RECORDS PROVIDED →

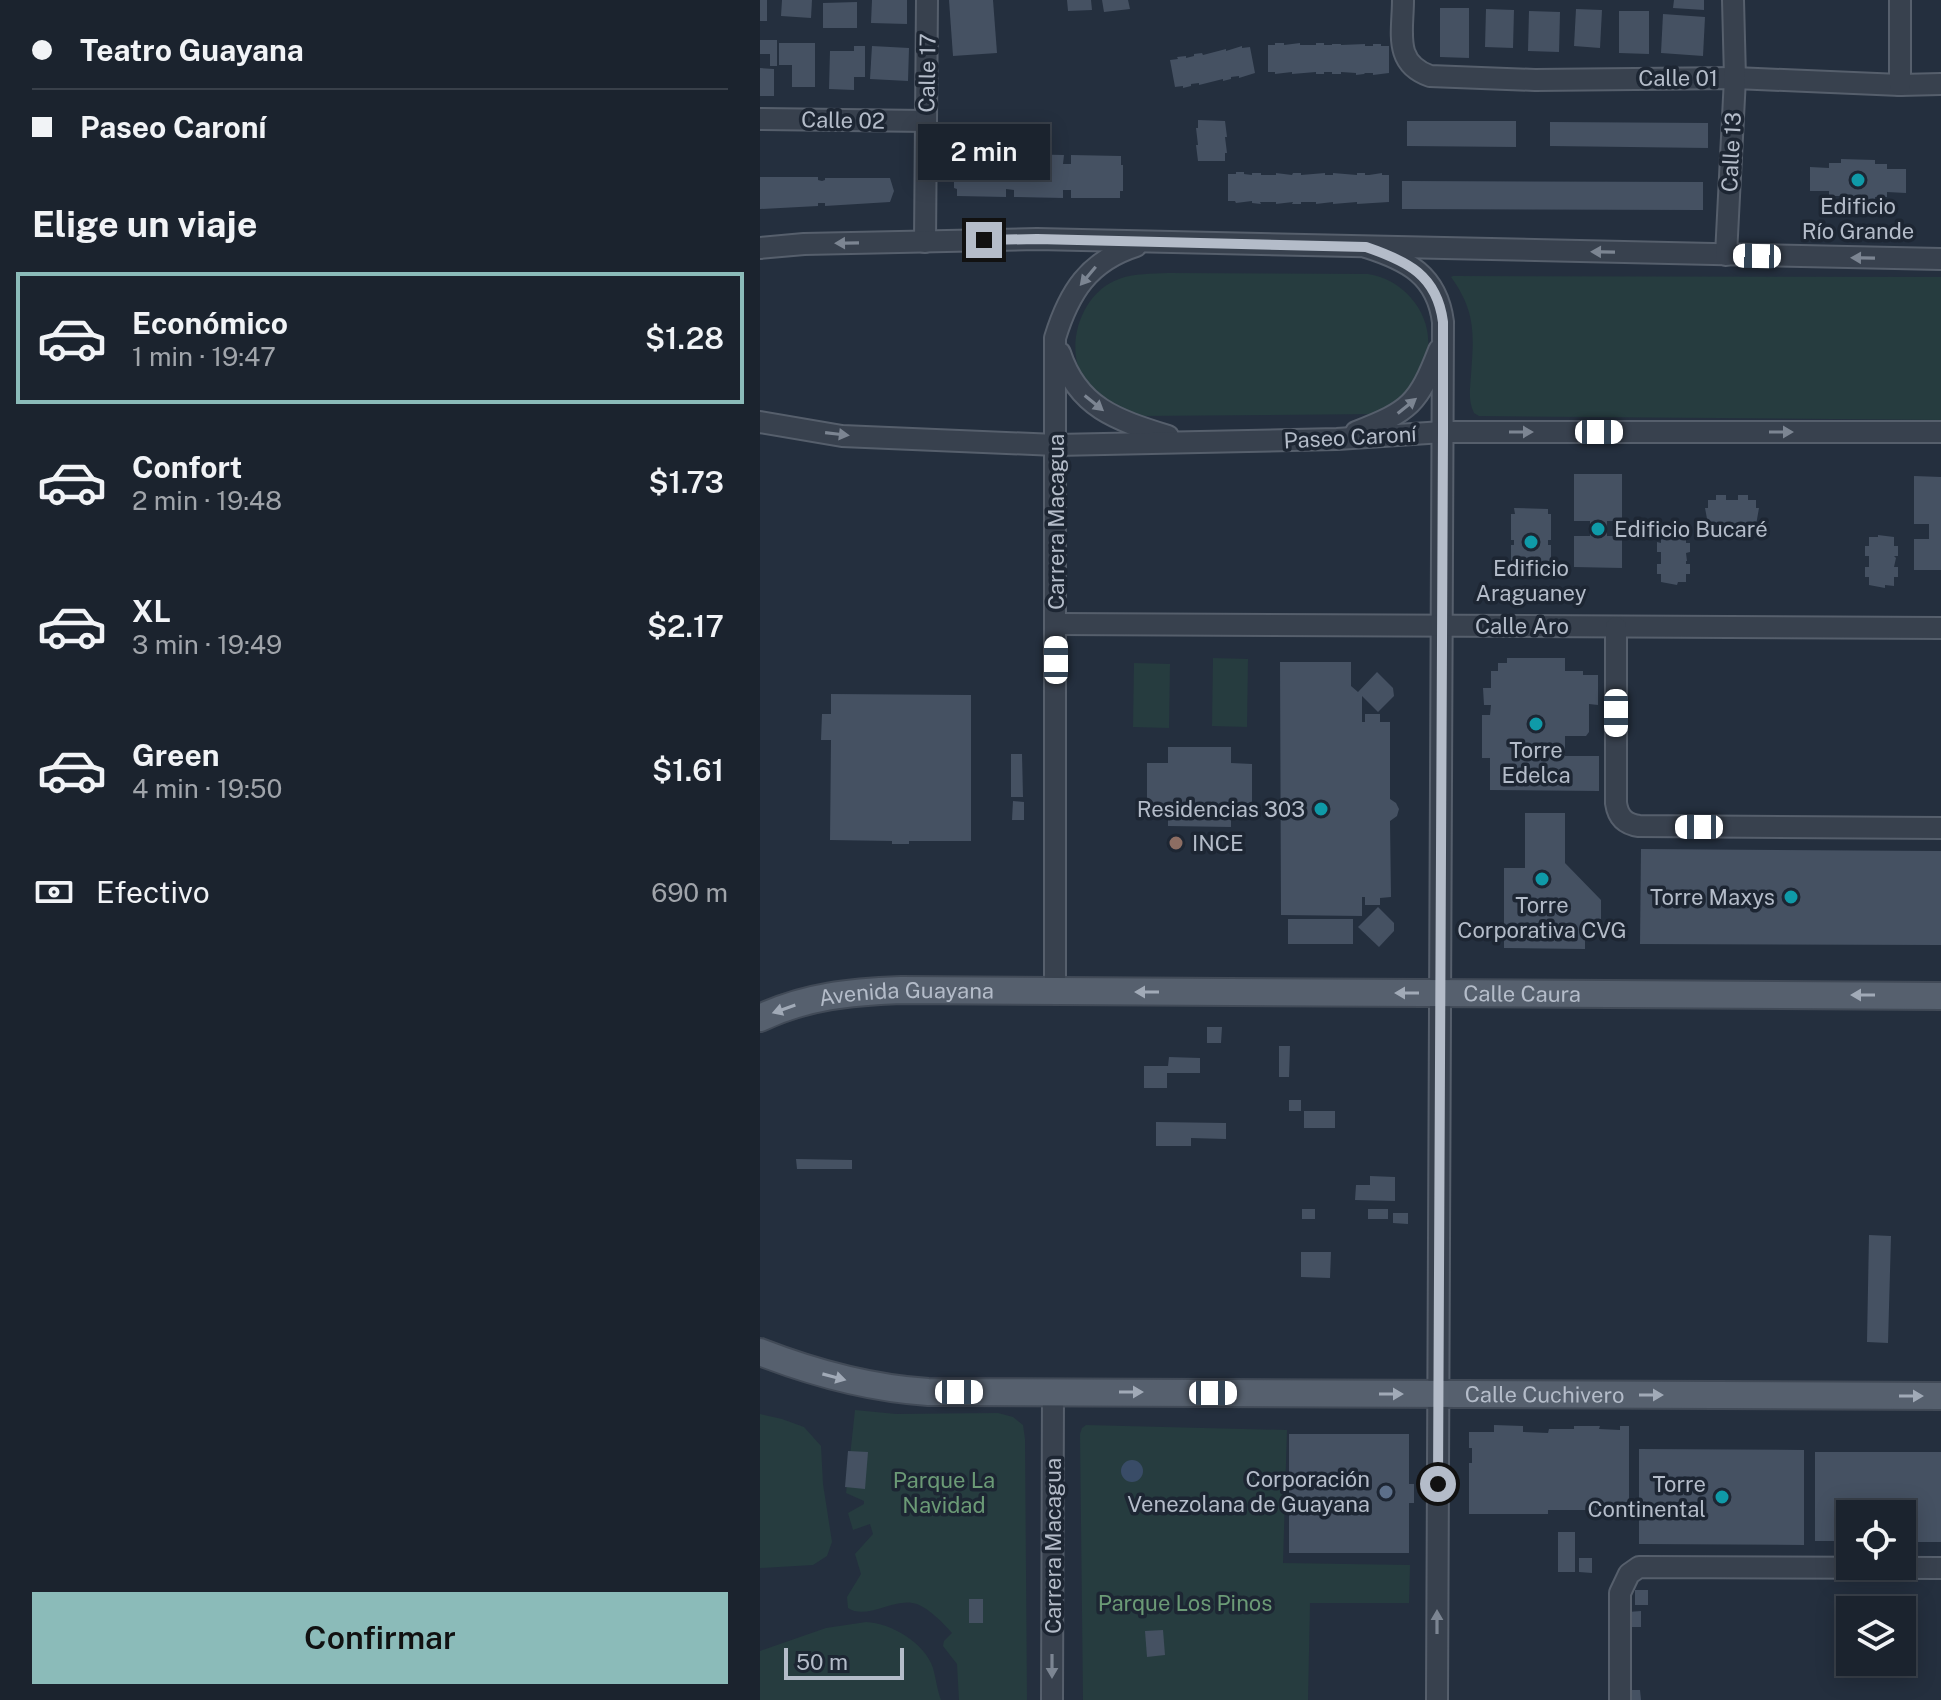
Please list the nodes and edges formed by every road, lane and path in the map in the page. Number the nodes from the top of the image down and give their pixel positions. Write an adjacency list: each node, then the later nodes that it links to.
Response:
1 (927, 0): 9 (street, Calle 17)
2 (1403, 0): 5 (street, Calle 01)
3 (1733, 0): 5 (street, Calle 13)
4 (1900, 0): 7 (street)
5 (1735, 78): 7 (street, Calle 01); 14 (street, Calle 13)
6 (1941, 84): 7 (street, Calle 01)
7 (1900, 85)
8 (760, 119): 9 (street, Calle 02)
9 (926, 121): 10 (street, Calle 17)
10 (925, 242): 11 (street); 13 (street, one-way to 13)
11 (1147, 242): 12 (street); 16 (street, Carrera Macagua, one-way to 16)
12 (1366, 247): 14 (street, one-way to 12); 17 (street)
13 (760, 248)
14 (1726, 255): 15 (street, one-way to 14)
15 (1941, 259)
16 (1055, 338): 22 (street, one-way to 22); 23 (street, Carrera Macagua)
17 (1443, 338): 19 (street); 21 (street, one-way to 17)
18 (760, 422): 23 (street, Paseo Caroní, one-way to 23)
19 (1443, 432): 20 (street, Paseo Caroní, one-way to 20); 21 (street, Paseo Caroní); 25 (street)
20 (1941, 432)
21 (1337, 439): 22 (street, Paseo Caroní)
22 (1188, 442): 23 (street, Paseo Caroní)
23 (1056, 445): 24 (street, Carrera Macagua)
24 (1056, 624): 25 (street, Calle Aro); 29 (street, Carrera Macagua)
25 (1442, 626): 26 (street, Calle Aro); 30 (street)
26 (1616, 627): 27 (street, Calle Aro); 28 (street)
27 (1941, 628)
28 (1941, 828)
29 (1055, 992): 30 (main road, Calle Caura, one-way to 29); 32 (main road, Avenida Guayana, one-way to 32)
30 (1440, 993): 31 (main road, Calle Caura, one-way to 30); 35 (street)
31 (1941, 996)
32 (760, 1018)
33 (760, 1352): 34 (main road, one-way to 34)
34 (1053, 1392): 35 (main road, Calle Cuchivero, one-way to 35); 38 (street, Carrera Macagua, one-way to 38)
35 (1438, 1394): 36 (main road, Calle Cuchivero, one-way to 36); 39 (street, one-way to 35)
36 (1941, 1396)
37 (1941, 1568): 40 (street)
38 (1052, 1700)
39 (1437, 1700)
40 (1620, 1700)

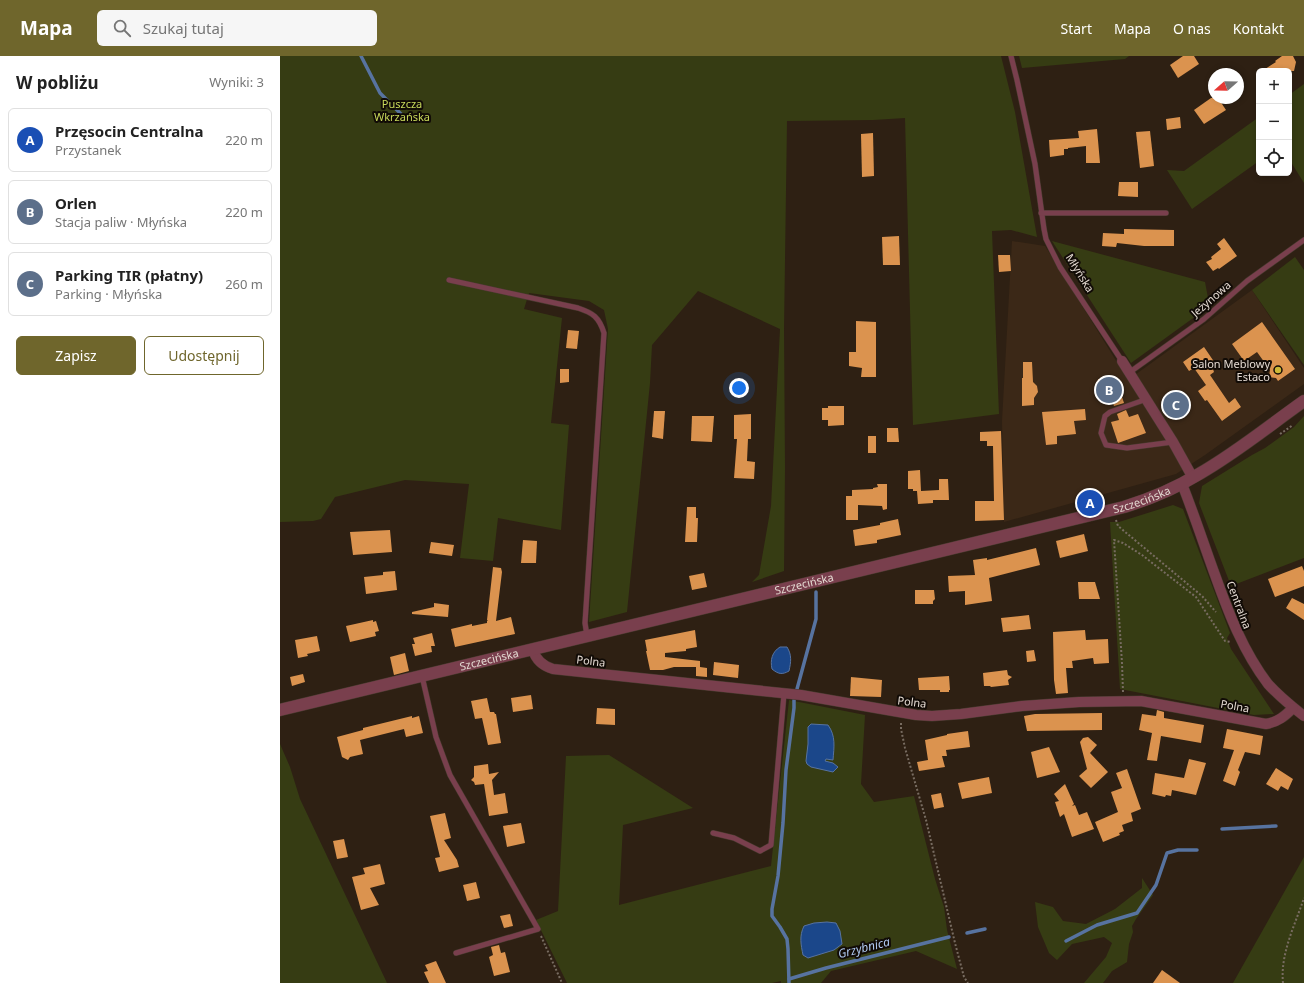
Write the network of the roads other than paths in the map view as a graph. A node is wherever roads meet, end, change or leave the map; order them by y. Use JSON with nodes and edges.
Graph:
{"nodes":[{"id":1,"x":1011,"y":56,"type":"edge"},
{"id":2,"x":1041,"y":213,"type":"junction"},
{"id":3,"x":1166,"y":213,"type":"dead end"},
{"id":4,"x":1304,"y":240,"type":"edge"},
{"id":5,"x":449,"y":280,"type":"dead end"},
{"id":6,"x":1122,"y":361,"type":"joint"},
{"id":7,"x":1130,"y":372,"type":"junction"},
{"id":8,"x":1147,"y":399,"type":"junction"},
{"id":9,"x":1304,"y":401,"type":"edge"},
{"id":10,"x":1173,"y":442,"type":"junction"},
{"id":11,"x":1193,"y":478,"type":"junction"},
{"id":12,"x":1182,"y":484,"type":"junction"},
{"id":13,"x":588,"y":636,"type":"junction"},
{"id":14,"x":533,"y":650,"type":"junction"},
{"id":15,"x":422,"y":676,"type":"junction"},
{"id":16,"x":784,"y":694,"type":"junction"},
{"id":17,"x":1293,"y":708,"type":"junction"},
{"id":18,"x":280,"y":710,"type":"edge"},
{"id":19,"x":1304,"y":716,"type":"edge"},
{"id":20,"x":714,"y":833,"type":"dead end"},
{"id":21,"x":456,"y":953,"type":"dead end"}],
"edges":[{"from":1,"to":2,"type":"lane","name":"Młyńska"},
{"from":2,"to":3,"type":"lane"},
{"from":2,"to":6,"type":"lane","name":"Młyńska"},
{"from":4,"to":7,"type":"lane","name":"Jeżynowa"},
{"from":5,"to":13,"type":"lane"},
{"from":6,"to":7,"type":"street","name":"Młyńska"},
{"from":7,"to":8,"type":"street","name":"Młyńska"},
{"from":8,"to":10,"type":"street","name":"Młyńska"},
{"from":8,"to":10,"type":"lane"},
{"from":9,"to":11,"type":"street","name":"Szczecińska"},
{"from":10,"to":11,"type":"street","name":"Młyńska"},
{"from":11,"to":12,"type":"street","name":"Szczecińska"},
{"from":12,"to":13,"type":"street","name":"Szczecińska"},
{"from":12,"to":17,"type":"street","name":"Centralna"},
{"from":13,"to":14,"type":"street","name":"Szczecińska"},
{"from":14,"to":15,"type":"street","name":"Szczecińska"},
{"from":14,"to":16,"type":"street","name":"Polna"},
{"from":15,"to":18,"type":"street","name":"Szczecińska"},
{"from":15,"to":21,"type":"lane"},
{"from":16,"to":17,"type":"street","name":"Polna"},
{"from":16,"to":20,"type":"lane"},
{"from":17,"to":19,"type":"street","name":"Centralna"}]}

HOW TO COMPLETE THIS TASK → In how many lines of the material above does the word "Carrera" appear? Reply with the number only.

EXPECTED OUTPUT → 5